(Collected data entries)
Start of Block
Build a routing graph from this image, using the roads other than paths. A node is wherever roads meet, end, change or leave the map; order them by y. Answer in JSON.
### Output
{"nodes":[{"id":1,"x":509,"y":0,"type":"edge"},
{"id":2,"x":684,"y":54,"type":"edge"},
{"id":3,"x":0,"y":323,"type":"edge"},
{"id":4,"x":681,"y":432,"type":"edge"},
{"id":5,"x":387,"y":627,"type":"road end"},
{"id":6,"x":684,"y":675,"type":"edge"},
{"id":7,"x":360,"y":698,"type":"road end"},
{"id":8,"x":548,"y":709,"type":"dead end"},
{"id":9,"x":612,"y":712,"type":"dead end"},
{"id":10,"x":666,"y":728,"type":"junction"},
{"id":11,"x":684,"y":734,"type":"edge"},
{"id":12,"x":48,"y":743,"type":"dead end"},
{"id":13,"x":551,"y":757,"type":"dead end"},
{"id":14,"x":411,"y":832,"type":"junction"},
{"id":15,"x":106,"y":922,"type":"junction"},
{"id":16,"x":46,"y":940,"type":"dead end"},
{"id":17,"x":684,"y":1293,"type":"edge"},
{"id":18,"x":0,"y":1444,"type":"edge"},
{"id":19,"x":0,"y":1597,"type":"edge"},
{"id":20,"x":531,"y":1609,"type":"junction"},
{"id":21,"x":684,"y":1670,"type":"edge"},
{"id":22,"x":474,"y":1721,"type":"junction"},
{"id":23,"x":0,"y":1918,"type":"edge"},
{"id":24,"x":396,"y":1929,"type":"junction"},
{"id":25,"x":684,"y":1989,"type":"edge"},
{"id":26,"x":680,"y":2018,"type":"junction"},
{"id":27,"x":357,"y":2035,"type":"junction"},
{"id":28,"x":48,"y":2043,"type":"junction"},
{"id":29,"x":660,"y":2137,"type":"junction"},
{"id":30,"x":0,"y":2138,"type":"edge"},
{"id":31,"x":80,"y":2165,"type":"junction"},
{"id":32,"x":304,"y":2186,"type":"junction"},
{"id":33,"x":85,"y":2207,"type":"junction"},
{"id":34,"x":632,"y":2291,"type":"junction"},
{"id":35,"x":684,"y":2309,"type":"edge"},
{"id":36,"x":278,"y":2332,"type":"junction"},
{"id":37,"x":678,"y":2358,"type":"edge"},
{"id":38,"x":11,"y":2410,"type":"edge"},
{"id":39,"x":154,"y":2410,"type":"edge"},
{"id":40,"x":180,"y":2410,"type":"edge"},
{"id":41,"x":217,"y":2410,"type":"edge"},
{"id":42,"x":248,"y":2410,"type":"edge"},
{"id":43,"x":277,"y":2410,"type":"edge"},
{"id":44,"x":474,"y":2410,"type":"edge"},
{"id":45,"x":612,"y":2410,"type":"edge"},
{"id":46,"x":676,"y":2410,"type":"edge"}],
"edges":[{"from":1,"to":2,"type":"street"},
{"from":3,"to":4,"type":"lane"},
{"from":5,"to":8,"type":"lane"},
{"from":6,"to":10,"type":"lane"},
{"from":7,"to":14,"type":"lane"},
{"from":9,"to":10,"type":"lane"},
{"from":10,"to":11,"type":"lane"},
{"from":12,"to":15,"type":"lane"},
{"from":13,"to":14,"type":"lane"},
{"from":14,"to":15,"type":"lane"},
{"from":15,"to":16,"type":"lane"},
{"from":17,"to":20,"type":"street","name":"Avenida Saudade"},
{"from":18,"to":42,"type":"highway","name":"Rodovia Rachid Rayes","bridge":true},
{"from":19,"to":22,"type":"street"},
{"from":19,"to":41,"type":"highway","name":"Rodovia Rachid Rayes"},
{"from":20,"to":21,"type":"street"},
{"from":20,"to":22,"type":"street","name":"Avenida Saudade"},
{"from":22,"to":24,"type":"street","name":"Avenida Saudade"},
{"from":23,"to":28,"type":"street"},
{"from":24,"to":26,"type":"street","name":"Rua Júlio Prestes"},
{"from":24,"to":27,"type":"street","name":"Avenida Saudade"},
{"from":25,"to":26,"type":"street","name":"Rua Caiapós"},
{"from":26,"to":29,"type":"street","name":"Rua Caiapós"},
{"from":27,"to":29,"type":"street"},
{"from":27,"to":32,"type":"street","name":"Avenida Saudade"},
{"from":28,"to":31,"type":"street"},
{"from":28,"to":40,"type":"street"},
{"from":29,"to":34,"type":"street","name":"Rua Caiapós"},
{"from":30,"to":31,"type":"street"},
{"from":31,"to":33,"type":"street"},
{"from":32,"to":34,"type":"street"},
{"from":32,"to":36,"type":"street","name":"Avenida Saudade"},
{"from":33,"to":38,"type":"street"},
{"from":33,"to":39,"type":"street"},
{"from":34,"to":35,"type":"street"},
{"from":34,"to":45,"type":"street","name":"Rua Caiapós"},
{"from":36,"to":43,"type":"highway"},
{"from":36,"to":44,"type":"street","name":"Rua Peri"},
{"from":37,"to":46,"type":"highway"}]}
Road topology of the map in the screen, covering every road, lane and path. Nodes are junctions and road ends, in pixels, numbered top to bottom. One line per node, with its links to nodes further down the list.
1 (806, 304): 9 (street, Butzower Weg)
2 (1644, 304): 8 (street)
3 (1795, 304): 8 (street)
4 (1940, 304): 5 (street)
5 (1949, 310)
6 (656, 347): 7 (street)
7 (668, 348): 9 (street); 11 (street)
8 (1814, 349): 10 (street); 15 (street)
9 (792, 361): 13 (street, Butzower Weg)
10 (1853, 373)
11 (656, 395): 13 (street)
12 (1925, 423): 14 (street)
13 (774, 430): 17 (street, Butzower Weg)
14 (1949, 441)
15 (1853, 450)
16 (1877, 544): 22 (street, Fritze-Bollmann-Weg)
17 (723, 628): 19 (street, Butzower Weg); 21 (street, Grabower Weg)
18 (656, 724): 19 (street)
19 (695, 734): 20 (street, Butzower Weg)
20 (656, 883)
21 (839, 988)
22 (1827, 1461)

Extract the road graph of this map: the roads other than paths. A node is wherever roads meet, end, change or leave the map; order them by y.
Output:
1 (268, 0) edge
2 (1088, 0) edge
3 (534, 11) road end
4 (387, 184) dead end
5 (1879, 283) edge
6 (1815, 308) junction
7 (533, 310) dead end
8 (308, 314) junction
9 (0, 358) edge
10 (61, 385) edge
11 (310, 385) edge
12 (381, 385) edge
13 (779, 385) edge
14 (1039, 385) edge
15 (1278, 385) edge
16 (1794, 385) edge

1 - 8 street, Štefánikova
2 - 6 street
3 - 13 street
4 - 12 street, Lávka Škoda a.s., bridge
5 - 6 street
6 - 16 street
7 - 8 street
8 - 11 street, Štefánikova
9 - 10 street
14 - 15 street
End of Block
DIRECTIONS FOR THIS TASK:
Each entry above is to be repeated exactly as it appears.

ANSWER SPACE:
Build a routing graph from this image, using the roads other than paths. A node is wherever roads meet, end, change or leave the map; order them by y. Answer in JSON.
### Output
{"nodes":[{"id":1,"x":509,"y":0,"type":"edge"},
{"id":2,"x":684,"y":54,"type":"edge"},
{"id":3,"x":0,"y":323,"type":"edge"},
{"id":4,"x":681,"y":432,"type":"edge"},
{"id":5,"x":387,"y":627,"type":"road end"},
{"id":6,"x":684,"y":675,"type":"edge"},
{"id":7,"x":360,"y":698,"type":"road end"},
{"id":8,"x":548,"y":709,"type":"dead end"},
{"id":9,"x":612,"y":712,"type":"dead end"},
{"id":10,"x":666,"y":728,"type":"junction"},
{"id":11,"x":684,"y":734,"type":"edge"},
{"id":12,"x":48,"y":743,"type":"dead end"},
{"id":13,"x":551,"y":757,"type":"dead end"},
{"id":14,"x":411,"y":832,"type":"junction"},
{"id":15,"x":106,"y":922,"type":"junction"},
{"id":16,"x":46,"y":940,"type":"dead end"},
{"id":17,"x":684,"y":1293,"type":"edge"},
{"id":18,"x":0,"y":1444,"type":"edge"},
{"id":19,"x":0,"y":1597,"type":"edge"},
{"id":20,"x":531,"y":1609,"type":"junction"},
{"id":21,"x":684,"y":1670,"type":"edge"},
{"id":22,"x":474,"y":1721,"type":"junction"},
{"id":23,"x":0,"y":1918,"type":"edge"},
{"id":24,"x":396,"y":1929,"type":"junction"},
{"id":25,"x":684,"y":1989,"type":"edge"},
{"id":26,"x":680,"y":2018,"type":"junction"},
{"id":27,"x":357,"y":2035,"type":"junction"},
{"id":28,"x":48,"y":2043,"type":"junction"},
{"id":29,"x":660,"y":2137,"type":"junction"},
{"id":30,"x":0,"y":2138,"type":"edge"},
{"id":31,"x":80,"y":2165,"type":"junction"},
{"id":32,"x":304,"y":2186,"type":"junction"},
{"id":33,"x":85,"y":2207,"type":"junction"},
{"id":34,"x":632,"y":2291,"type":"junction"},
{"id":35,"x":684,"y":2309,"type":"edge"},
{"id":36,"x":278,"y":2332,"type":"junction"},
{"id":37,"x":678,"y":2358,"type":"edge"},
{"id":38,"x":11,"y":2410,"type":"edge"},
{"id":39,"x":154,"y":2410,"type":"edge"},
{"id":40,"x":180,"y":2410,"type":"edge"},
{"id":41,"x":217,"y":2410,"type":"edge"},
{"id":42,"x":248,"y":2410,"type":"edge"},
{"id":43,"x":277,"y":2410,"type":"edge"},
{"id":44,"x":474,"y":2410,"type":"edge"},
{"id":45,"x":612,"y":2410,"type":"edge"},
{"id":46,"x":676,"y":2410,"type":"edge"}],
"edges":[{"from":1,"to":2,"type":"street"},
{"from":3,"to":4,"type":"lane"},
{"from":5,"to":8,"type":"lane"},
{"from":6,"to":10,"type":"lane"},
{"from":7,"to":14,"type":"lane"},
{"from":9,"to":10,"type":"lane"},
{"from":10,"to":11,"type":"lane"},
{"from":12,"to":15,"type":"lane"},
{"from":13,"to":14,"type":"lane"},
{"from":14,"to":15,"type":"lane"},
{"from":15,"to":16,"type":"lane"},
{"from":17,"to":20,"type":"street","name":"Avenida Saudade"},
{"from":18,"to":42,"type":"highway","name":"Rodovia Rachid Rayes","bridge":true},
{"from":19,"to":22,"type":"street"},
{"from":19,"to":41,"type":"highway","name":"Rodovia Rachid Rayes"},
{"from":20,"to":21,"type":"street"},
{"from":20,"to":22,"type":"street","name":"Avenida Saudade"},
{"from":22,"to":24,"type":"street","name":"Avenida Saudade"},
{"from":23,"to":28,"type":"street"},
{"from":24,"to":26,"type":"street","name":"Rua Júlio Prestes"},
{"from":24,"to":27,"type":"street","name":"Avenida Saudade"},
{"from":25,"to":26,"type":"street","name":"Rua Caiapós"},
{"from":26,"to":29,"type":"street","name":"Rua Caiapós"},
{"from":27,"to":29,"type":"street"},
{"from":27,"to":32,"type":"street","name":"Avenida Saudade"},
{"from":28,"to":31,"type":"street"},
{"from":28,"to":40,"type":"street"},
{"from":29,"to":34,"type":"street","name":"Rua Caiapós"},
{"from":30,"to":31,"type":"street"},
{"from":31,"to":33,"type":"street"},
{"from":32,"to":34,"type":"street"},
{"from":32,"to":36,"type":"street","name":"Avenida Saudade"},
{"from":33,"to":38,"type":"street"},
{"from":33,"to":39,"type":"street"},
{"from":34,"to":35,"type":"street"},
{"from":34,"to":45,"type":"street","name":"Rua Caiapós"},
{"from":36,"to":43,"type":"highway"},
{"from":36,"to":44,"type":"street","name":"Rua Peri"},
{"from":37,"to":46,"type":"highway"}]}
Road topology of the map in the screen, covering every road, lane and path. Nodes are junctions and road ends, in pixels, numbered top to bottom. One line per node, with its links to nodes further down the list.
1 (806, 304): 9 (street, Butzower Weg)
2 (1644, 304): 8 (street)
3 (1795, 304): 8 (street)
4 (1940, 304): 5 (street)
5 (1949, 310)
6 (656, 347): 7 (street)
7 (668, 348): 9 (street); 11 (street)
8 (1814, 349): 10 (street); 15 (street)
9 (792, 361): 13 (street, Butzower Weg)
10 (1853, 373)
11 (656, 395): 13 (street)
12 (1925, 423): 14 (street)
13 (774, 430): 17 (street, Butzower Weg)
14 (1949, 441)
15 (1853, 450)
16 (1877, 544): 22 (street, Fritze-Bollmann-Weg)
17 (723, 628): 19 (street, Butzower Weg); 21 (street, Grabower Weg)
18 (656, 724): 19 (street)
19 (695, 734): 20 (street, Butzower Weg)
20 (656, 883)
21 (839, 988)
22 (1827, 1461)

Extract the road graph of this map: the roads other than paths. A node is wherever roads meet, end, change or leave the map; order them by y.
Output:
1 (268, 0) edge
2 (1088, 0) edge
3 (534, 11) road end
4 (387, 184) dead end
5 (1879, 283) edge
6 (1815, 308) junction
7 (533, 310) dead end
8 (308, 314) junction
9 (0, 358) edge
10 (61, 385) edge
11 (310, 385) edge
12 (381, 385) edge
13 (779, 385) edge
14 (1039, 385) edge
15 (1278, 385) edge
16 (1794, 385) edge

1 - 8 street, Štefánikova
2 - 6 street
3 - 13 street
4 - 12 street, Lávka Škoda a.s., bridge
5 - 6 street
6 - 16 street
7 - 8 street
8 - 11 street, Štefánikova
9 - 10 street
14 - 15 street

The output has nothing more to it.